抑制Wnt信号是生物医学领域关注的焦点问题。反馈抑制是体内抑制Wnt信号的重要方式，而果蝇Nkd即是Wg信号通路的一种反馈抑制因子。尽管Wg信号广泛诱导Nkd的表达，但一般认为Nkd对Wg的拮抗作用仅限于胚胎发育阶段。我们最近在果蝇翅发育模型中阐明了Dpp信号通过Brk-nkd的负调控环路抑制Wg通路的新模型(Yang et al., 2013)，说明nkd在发育后期存在必要作用。本课题将用果蝇遗传学对nkd拮抗Wg信号通路进行深入研究，试图澄清其幼虫发育阶段的作用。同时，我们在果蝇Kc细胞建立了Wg信号通路的定量观察系统，经Wg配体瞬时激活Wg通路对荧光蛋白标记的Nkd和Arm/beta-Catenin进行含量和胞内定位的动态观察，同时利用基于多种Wg靶基因构建的荧光蛋白报告基因实时记录Wg的转录调控活性。通过动力学分析，我们预期可以获得解读Nkd功能的新线索。

The inhibition of Wnt signaling is one of the research focuses in biomedical area.

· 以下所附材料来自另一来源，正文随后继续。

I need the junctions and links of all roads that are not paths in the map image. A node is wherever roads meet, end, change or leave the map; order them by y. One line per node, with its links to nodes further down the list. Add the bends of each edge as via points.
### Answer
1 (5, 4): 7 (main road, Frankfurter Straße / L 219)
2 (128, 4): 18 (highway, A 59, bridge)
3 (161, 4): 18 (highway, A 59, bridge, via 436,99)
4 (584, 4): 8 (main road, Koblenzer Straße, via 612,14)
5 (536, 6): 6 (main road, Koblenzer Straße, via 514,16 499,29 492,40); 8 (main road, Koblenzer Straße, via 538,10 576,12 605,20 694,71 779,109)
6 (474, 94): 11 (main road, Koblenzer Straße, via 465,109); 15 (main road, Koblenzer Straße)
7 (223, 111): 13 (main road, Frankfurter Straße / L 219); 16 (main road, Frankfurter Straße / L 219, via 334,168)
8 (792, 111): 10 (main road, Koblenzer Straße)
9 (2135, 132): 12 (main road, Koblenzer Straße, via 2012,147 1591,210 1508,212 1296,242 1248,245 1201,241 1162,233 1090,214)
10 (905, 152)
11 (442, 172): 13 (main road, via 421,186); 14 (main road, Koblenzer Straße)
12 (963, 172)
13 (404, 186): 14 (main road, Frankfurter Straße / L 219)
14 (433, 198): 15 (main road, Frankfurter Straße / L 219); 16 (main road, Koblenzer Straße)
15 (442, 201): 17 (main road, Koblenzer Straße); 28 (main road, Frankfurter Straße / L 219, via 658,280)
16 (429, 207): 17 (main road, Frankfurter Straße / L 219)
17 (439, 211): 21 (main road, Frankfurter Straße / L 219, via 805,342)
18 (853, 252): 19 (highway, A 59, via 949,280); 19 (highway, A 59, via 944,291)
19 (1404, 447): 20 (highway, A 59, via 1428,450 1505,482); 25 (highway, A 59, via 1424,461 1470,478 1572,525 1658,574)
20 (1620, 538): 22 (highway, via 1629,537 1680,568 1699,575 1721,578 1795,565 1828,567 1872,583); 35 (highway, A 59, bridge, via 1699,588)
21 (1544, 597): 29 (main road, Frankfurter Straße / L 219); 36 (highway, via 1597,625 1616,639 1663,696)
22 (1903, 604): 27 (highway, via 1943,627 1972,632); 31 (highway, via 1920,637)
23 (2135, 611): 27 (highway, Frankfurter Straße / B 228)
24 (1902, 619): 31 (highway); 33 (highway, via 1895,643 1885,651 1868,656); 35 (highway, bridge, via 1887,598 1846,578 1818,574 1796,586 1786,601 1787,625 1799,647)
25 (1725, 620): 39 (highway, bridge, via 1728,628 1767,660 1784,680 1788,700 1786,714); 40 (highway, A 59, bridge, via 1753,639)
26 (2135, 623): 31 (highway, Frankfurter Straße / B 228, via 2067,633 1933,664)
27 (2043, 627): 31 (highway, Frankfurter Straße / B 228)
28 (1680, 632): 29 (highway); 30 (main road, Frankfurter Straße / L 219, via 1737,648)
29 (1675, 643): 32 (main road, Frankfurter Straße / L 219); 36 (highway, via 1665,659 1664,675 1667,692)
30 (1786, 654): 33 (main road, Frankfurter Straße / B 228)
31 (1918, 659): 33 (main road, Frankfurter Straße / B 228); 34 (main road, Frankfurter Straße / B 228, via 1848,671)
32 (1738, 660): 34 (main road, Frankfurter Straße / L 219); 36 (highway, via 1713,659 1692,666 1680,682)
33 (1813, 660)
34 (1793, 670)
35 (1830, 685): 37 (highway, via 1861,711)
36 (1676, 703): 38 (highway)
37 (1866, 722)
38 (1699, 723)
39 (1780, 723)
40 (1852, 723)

Physiologically, one way to prevent Wnt signaling from overacitivation is achieved by the feedback inhibitory loop. In Drosophila, Nake cuticle (Nkd) is one of such feedback inhibitors thus far been identified for Wingless (Wg, a major fly Wnt) signaling. Previous studies show that the action of Wg signaling appears to perfectly match the sufficient and necessary conditions for Nkd expression in all development stage from egg to adult. However, for a long time, Nkd is thought to only antagnize Wg in certain embryonic development stage and its role in larvae is dispensible. We have recently published a story describing a novel model in which Dpp (a fly BMP) inhibits Wg signaling through brinker-nkd negative circuit in fly wings (Yang et al., 2013), which has certainly shown in one aspect of the essential physiological role of nkd in later devlopmental stage. In this grant we propose to examine the role of nkd on Wg signaling in larval development in more detail aiming to clearify the role of nkd in larval development. In addition to using fly genetics as a major tool, we planed to dig in detail the molecular mechanism by which Nkd influence Wg transcriptional activation based on our newly deviced quantitative Wg activation analytical system. We have constructed Armadillo (Arm, fly beta-catenin) fused to fluoresent protein and Wg reporters from several direct Wg targets. By transient turning on Wg signaling using Wg molecules and manupilation of nkd gene dosage we expect to look into the Nkd nulear localization, Arm stability and the dynamics of Wg transcriptional activation in a more careful way than previously and gain further insights into Nkd function.